Saved data entries:
++++++++++++++++++++
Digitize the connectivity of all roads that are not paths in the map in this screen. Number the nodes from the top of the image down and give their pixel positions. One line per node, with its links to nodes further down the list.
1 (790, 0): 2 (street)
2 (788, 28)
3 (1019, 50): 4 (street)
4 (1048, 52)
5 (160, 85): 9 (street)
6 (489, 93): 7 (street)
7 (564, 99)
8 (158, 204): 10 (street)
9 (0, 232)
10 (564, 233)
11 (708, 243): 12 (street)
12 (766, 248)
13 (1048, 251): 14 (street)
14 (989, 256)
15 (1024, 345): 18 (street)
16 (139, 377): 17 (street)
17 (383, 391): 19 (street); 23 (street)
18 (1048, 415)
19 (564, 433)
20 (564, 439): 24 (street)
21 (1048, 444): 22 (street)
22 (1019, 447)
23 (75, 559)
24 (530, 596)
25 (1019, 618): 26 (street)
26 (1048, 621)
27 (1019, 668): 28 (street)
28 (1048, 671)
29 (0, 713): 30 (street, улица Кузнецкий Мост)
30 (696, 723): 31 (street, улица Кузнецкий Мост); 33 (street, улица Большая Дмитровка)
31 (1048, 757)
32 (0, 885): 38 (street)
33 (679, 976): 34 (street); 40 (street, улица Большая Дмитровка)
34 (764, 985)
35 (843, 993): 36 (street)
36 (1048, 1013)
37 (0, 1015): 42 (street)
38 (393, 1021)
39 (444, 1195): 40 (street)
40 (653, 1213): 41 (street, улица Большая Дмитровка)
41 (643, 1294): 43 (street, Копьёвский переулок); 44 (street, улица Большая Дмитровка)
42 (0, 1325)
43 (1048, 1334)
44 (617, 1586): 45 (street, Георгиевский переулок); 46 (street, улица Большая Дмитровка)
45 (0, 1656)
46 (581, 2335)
++++++++++++++++++++
Copy out each line carrying the string "Мост" from the data.

* _Completed task_:
29 (0, 713): 30 (street, улица Кузнецкий Мост)
30 (696, 723): 31 (street, улица Кузнецкий Мост); 33 (street, улица Большая Дмитровка)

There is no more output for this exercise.